### [Records from a data source]
+++
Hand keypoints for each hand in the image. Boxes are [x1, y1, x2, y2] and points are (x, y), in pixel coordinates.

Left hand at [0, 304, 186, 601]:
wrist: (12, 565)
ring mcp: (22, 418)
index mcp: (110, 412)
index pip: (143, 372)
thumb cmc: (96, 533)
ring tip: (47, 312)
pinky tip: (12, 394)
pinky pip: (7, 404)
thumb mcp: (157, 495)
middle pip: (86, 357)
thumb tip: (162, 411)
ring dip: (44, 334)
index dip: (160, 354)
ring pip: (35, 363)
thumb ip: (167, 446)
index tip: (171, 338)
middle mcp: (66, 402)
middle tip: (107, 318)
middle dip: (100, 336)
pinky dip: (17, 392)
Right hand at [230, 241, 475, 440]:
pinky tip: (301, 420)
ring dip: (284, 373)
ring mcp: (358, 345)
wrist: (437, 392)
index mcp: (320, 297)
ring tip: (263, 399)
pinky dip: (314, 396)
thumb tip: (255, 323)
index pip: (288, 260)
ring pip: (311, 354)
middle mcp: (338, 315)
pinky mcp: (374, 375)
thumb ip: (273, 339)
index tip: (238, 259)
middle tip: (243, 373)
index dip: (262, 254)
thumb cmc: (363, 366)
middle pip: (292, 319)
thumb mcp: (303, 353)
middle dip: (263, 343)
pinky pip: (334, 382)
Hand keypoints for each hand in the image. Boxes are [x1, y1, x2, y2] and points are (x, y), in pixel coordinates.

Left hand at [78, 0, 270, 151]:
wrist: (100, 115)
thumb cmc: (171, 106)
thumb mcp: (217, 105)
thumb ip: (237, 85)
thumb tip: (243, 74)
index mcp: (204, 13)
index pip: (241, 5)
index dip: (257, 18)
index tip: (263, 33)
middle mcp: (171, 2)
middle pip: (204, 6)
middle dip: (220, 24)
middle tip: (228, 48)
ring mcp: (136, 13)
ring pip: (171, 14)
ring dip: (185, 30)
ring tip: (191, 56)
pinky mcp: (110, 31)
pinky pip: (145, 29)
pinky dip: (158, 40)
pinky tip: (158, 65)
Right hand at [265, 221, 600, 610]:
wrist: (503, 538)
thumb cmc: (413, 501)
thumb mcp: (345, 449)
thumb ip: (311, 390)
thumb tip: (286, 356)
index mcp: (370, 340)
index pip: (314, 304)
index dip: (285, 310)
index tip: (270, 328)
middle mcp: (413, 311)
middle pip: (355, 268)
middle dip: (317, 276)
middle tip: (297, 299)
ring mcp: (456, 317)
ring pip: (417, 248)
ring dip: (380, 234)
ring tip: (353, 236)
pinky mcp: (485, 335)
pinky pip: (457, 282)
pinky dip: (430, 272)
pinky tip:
+++
### [WHAT IS BEING ASKED]
Your task is to retype the entries verbatim, starting with the line that holds "thumb ip: (167, 446)" and stopping after the line that holds "index mcp: (320, 297)".

### [SOLUTION BELOW]
thumb ip: (167, 446)
index tip: (171, 338)
middle mcp: (66, 402)
middle tip: (107, 318)
middle dip: (100, 336)
pinky dip: (17, 392)
Right hand at [230, 241, 475, 440]:
pinky tip: (301, 420)
ring dip: (284, 373)
ring mcp: (358, 345)
wrist: (437, 392)
index mcp: (320, 297)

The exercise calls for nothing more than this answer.